A We're very optimistic about our voice business. Customers have started to see how voice technology can improve their ROI and are deploying voice not only in the server/call center space, but also in embedded and desktop areas. Talk about telcos deploying voice-enabled enhanced services. We're starting to get interest in multimodal technology as well. We've recently announced a set of tools, as well as a plan to add multimodal capabilities to WebSphere Everyplace Server, an extension to the WebSphere platform for mobile applications. Based on the XHTML and Voice (X+V) mark-up language, the toolkit, available in the fall, will allow developers to rapidly turn voice and Web applications into multimodal applications. The addition of these capabilities to its recently announced WebSphere Everyplace Access (WEA) can also enable a wide variety of wireless devices multimodal access to back-end businesses.

Q What does it mean for your customers and the speech technology industry that IBM has moved Voice Systems to Pervasive Computing?
A We see voice as a key part of an enterprises' overall infrastructure - not merely as an add-on technology. Voice, and other related emerging interfaces, will be a key part of how we'll be interacting with our technology as we move into the next phase of e-business - which is why voice fits so neatly into pervasive computing. Pervasive computing is about accessing information anytime, at any place, and it's about using technology for working and living in new ways - like paying for drinks out of the vending machine via your cell phone; having your fleet of trucks automatically notify you of their location and condition so that you know exactly where they are and what maintenance they require; asking your car for directions or having it tell you how to avoid a jam going on 684N on a Friday night. We're not going to be accessing these technologies solely via our keyboards anymore - rather, we'll be using a combination of voice, stylus, pen, touchscreen and input methods that haven't even been invented yet. Because of that, voice was a natural fit into a group that is focused on looking at how we can move the dial on how we interact with technology, lowering technology barriers.

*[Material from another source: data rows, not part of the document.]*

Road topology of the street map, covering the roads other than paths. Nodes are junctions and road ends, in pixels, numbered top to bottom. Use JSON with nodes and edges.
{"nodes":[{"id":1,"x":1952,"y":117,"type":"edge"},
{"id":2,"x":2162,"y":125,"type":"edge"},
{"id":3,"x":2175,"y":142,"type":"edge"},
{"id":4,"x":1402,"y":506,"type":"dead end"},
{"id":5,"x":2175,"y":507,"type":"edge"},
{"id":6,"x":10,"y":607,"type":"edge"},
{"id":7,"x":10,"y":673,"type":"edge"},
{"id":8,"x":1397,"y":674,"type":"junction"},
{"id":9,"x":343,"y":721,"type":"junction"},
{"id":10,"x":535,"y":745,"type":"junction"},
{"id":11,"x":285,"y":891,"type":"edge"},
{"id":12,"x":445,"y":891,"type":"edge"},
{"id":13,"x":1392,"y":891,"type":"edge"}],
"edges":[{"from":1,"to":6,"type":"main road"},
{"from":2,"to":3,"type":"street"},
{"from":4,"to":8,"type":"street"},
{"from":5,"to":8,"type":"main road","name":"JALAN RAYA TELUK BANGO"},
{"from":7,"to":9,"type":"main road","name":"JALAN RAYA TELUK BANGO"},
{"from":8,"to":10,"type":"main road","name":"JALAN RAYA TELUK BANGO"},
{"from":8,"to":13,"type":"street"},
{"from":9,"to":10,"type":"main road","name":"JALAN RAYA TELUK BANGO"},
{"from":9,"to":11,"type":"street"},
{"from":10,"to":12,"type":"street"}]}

Q What is your outlook concerning speech technology?
A We're very optimistic about the technology. VoiceXML has gained a lot of momentum, especially in the past two years. According to analysts, there are more than 50,000 VoiceXML developers in the US - that's a large number. There are also very active forums, and some strong applications being written today. We're seeing voice apps being implemented in three main areas at the moment: call center/voice portals, directory assistance, and voice dialing on an enterprise level.

These days, being able to prove ROI is key. How much money can a new application save a company - and with the three applications above, you can very quickly see the returns. Having a well-designed voice application in a call center frees-up live agents for more complex calls and also leads to fewer calls abandoned. Using voice technology for directory assistance and having automated voice dialing in a company allows you to free-up the operators and use resources more effectively.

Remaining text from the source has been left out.